D’une part, car c’est difficilement quantifiable et on aime ce qui peut être démontré par des faits objectifs ; d’autre part, les détracteurs du tourisme donnent puissamment de la voix pour de bonnes et de mauvaises raisons. Du coup, le secteur voyagiste est très souvent abordé sous l’angle économique, avec une utilité limitée aux emplois et un intérêt réduit à sa part récréative.

Jeunes moines au temple de la dent à Kandy au Sri Lanka © Hervé Ducruet

Bien avant cette phase de pandémie, les coups de boutoirs portés au secteur au nom de la sauvegarde de l’environnement ont placé cette activité dans l’esprit de certains à la limite de la futilité.

Or l’analyse des bienfaits culturels, grâce au vécu des voyages et la connaissance qu’on en tire, est capitale.

Bien évidemment, les apôtres de l’égalitarisme le clameront à raison, tout le monde n’a pas eu la chance de voyager.

Mais beaucoup l’ont fait. Le voyage s’est démocratisé au fil des décennies et a peu à peu été promu comme un besoin essentiel, et non plus comme le privilège exclusif de la classe aisée.

Il faut davantage souligner le travail passionné des voyagistes, qui se sont efforcés de créer les conditions pour rendre abordable le moindre des voyages et rendre possibles les voyages les plus complexes aux quatre coins du monde.

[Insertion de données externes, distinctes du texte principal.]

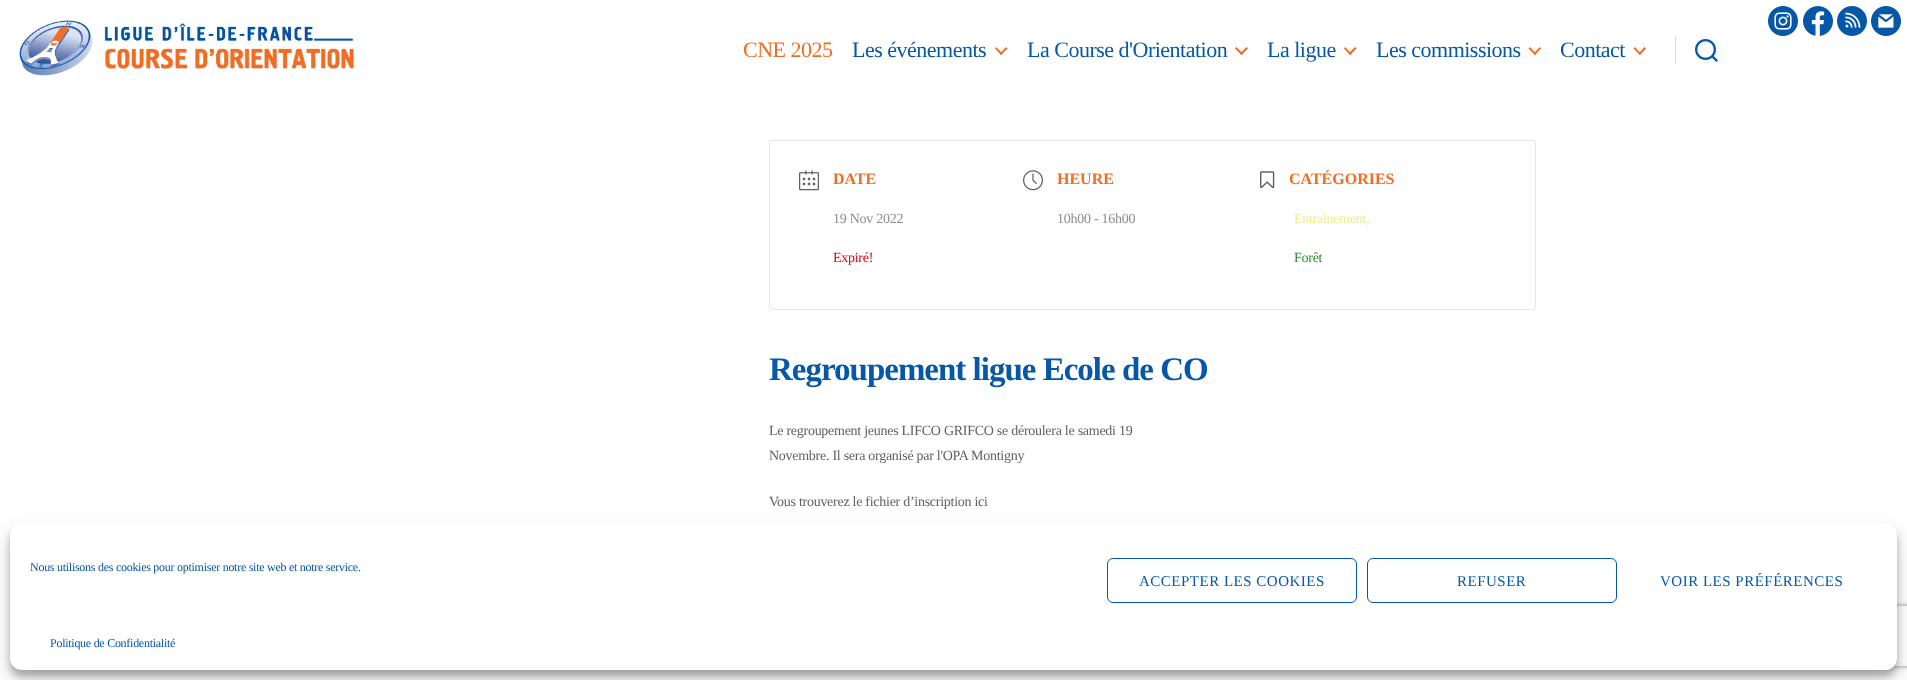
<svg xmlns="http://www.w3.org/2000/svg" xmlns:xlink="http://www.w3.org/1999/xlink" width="1907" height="680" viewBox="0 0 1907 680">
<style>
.cls-1{font:22px Liberation Serif;letter-spacing:-0.5px;fill:#f26d20}
.cls-2{font:22px Liberation Serif;letter-spacing:-0.5px;fill:#0558a9}
.cls-3{font:bold 16px Liberation Serif;fill:#f26d20}
.cls-4{font:14px Liberation Serif;letter-spacing:-0.27px;fill:#8d8d8d}
.cls-5{font:14px Liberation Serif;letter-spacing:-0.27px;fill:#d8000c}
.cls-6{font:14px Liberation Serif;letter-spacing:-0.27px;fill:#eded8e}
.cls-7{font:14px Liberation Serif;letter-spacing:-0.27px;fill:#2b8c2d}
.cls-8{font:bold 33px Liberation Serif;letter-spacing:-1px;fill:#0558a9}
.cls-9{font:14px Liberation Serif;letter-spacing:-0.27px;fill:#616161}
.cls-10{font:12px Liberation Serif;letter-spacing:-0.27px;fill:#0558a9}
.cls-11{font:15px Liberation Serif;letter-spacing:0.5px;fill:#0558a9}
</style>
<defs>
<clipPath id="clip1"><path d="M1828 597H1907V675H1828ZM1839 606H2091C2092 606 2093 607 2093 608V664C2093 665 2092 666 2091 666H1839C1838 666 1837 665 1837 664V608C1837 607 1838 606 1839 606Z" clip-rule="evenodd"/></clipPath>
</defs>
<rect width="100%" height="100%" fill="#ffffff"/>
<image xlink:href="image0.png" x="1768" y="6" width="30" height="30"/>
<image xlink:href="image1.png" x="1803" y="6" width="30" height="30"/>
<image xlink:href="image2.png" x="1837" y="6" width="30" height="30"/>
<image xlink:href="image3.png" x="1871" y="6" width="30" height="30"/>
<image xlink:href="image4.png" x="19" y="20" width="335" height="56"/>
<path fill="#f26d20" d="M995 48.5L996 47L1002.5 53.5L1001 55Z"/>
<path fill="#f26d20" d="M1000 53.5L1006 47L1007.5 48.5L1001 55Z"/>
<path fill="#f26d20" d="M1235 48.5L1236.5 47L1243 53.5L1241.5 55Z"/>
<path fill="#f26d20" d="M1240 53.5L1246.5 47L1248 48.5L1241.5 55Z"/>
<path fill="#f26d20" d="M1344 48.5L1345 47L1351.5 53.5L1350 55Z"/>
<path fill="#f26d20" d="M1348.5 53.5L1355 47L1356.5 48.5L1350 55Z"/>
<path fill="#f26d20" d="M1528.5 48.5L1530 47L1536 53.5L1535 55Z"/>
<path fill="#f26d20" d="M1533.5 53.5L1540 47L1541 48.5L1535 55Z"/>
<path fill="#f26d20" d="M1633.5 48.5L1635 47L1641 53.5L1640 55Z"/>
<path fill="#f26d20" d="M1638.5 53.5L1644.5 47L1646 48.5L1640 55Z"/>
<rect fill="#dcd7ca" x="1675" y="36" width="1" height="27"/>
<image xlink:href="image5.png" x="1695" y="39" width="23" height="23"/>
<rect fill="none" stroke="#e6e6e6" x="769.5" y="140.5" width="766" height="169" rx="2.5"/>
<image xlink:href="image6.png" x="799" y="170" width="20" height="21"/>
<image xlink:href="image7.png" x="1023" y="170" width="20" height="21"/>
<image xlink:href="image8.png" x="1260" y="171" width="15" height="18"/>
<rect fill="#000000" fill-opacity="0.23" filter="blur(3px)" x="10" y="529" width="1887" height="147" rx="12"/>
<rect fill="#000000" fill-opacity="0.19" filter="blur(10px)" x="10" y="533" width="1887" height="147" rx="12"/>
<g clip-path="url(#clip1)">
<rect fill="#808080" filter="blur(2.5px)" x="1837" y="606" width="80" height="60" rx="2"/>
</g>
<rect fill="#ffffff" x="10" y="523" width="1887" height="147" rx="12"/>
<rect fill="none" stroke="#0558a9" x="1107.5" y="558.5" width="249" height="44" rx="5.5"/>
<rect fill="none" stroke="#0558a9" x="1367.5" y="558.5" width="249" height="44" rx="5.5"/>
<text class="cls-1" x="743" y="57">CNE 2025</text>
<text class="cls-2" x="852" y="57">Les événements</text>
<text class="cls-2" x="1027" y="57">La Course d'Orientation</text>
<text class="cls-2" x="1267" y="57">La ligue</text>
<text class="cls-2" x="1376" y="57">Les commissions</text>
<text class="cls-2" x="1560" y="57">Contact</text>
<text class="cls-3" x="833" y="184">DATE</text>
<text class="cls-4" x="833" y="223">19 Nov 2022</text>
<text class="cls-5" x="833" y="262">Expiré!</text>
<text class="cls-3" x="1057" y="184">HEURE</text>
<text class="cls-4" x="1057" y="223">10h00 - 16h00</text>
<text class="cls-3" x="1289" y="184">CATÉGORIES</text>
<text class="cls-6" x="1294" y="223">Entraînement,</text>
<text class="cls-7" x="1294" y="262">Forêt</text>
<text class="cls-8" x="769" y="380">Regroupement ligue Ecole de CO</text>
<text class="cls-9"><tspan x="769" y="435">Le regroupement jeunes LIFCO GRIFCO se déroulera le samedi 19</tspan><tspan x="769" y="460">Novembre. Il sera organisé par l'OPA Montigny</tspan></text>
<text class="cls-9" x="769" y="506">Vous trouverez le fichier d’inscription ici</text>
<text class="cls-10" x="30" y="571">Nous utilisons des cookies pour optimiser notre site web et notre service.</text>
<text class="cls-11" x="1139" y="586">ACCEPTER LES COOKIES</text>
<text class="cls-11" x="1457" y="586">REFUSER</text>
<text class="cls-11" x="1660" y="586">VOIR LES PRÉFÉRENCES</text>
<text class="cls-10" x="50" y="647">Politique de Confidentialité</text>
</svg>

Évidemment, ce besoin de voyager que beaucoup dénoncent aujourd’hui au nom de l’écologie – souvent de manière absurde, non étayée par des chiffres pertinents – peut se satisfaire de la moindre découverte dans le village d’à-côté.

L’adage souvent brandi par les adeptes soi-disant du retour aux fondamentaux est : Qu’il ne faut pas aller bien loin pour voyager et apprendre…Certes, ce voyage peut être bénéfique à plus d’un titre, mais il n’est pas porteur, à proprement parler, d’expériences fortes en matière de différences culturelles. On ne niera pas que la découverte des Ardennes peut être intéressante pour un bruxellois.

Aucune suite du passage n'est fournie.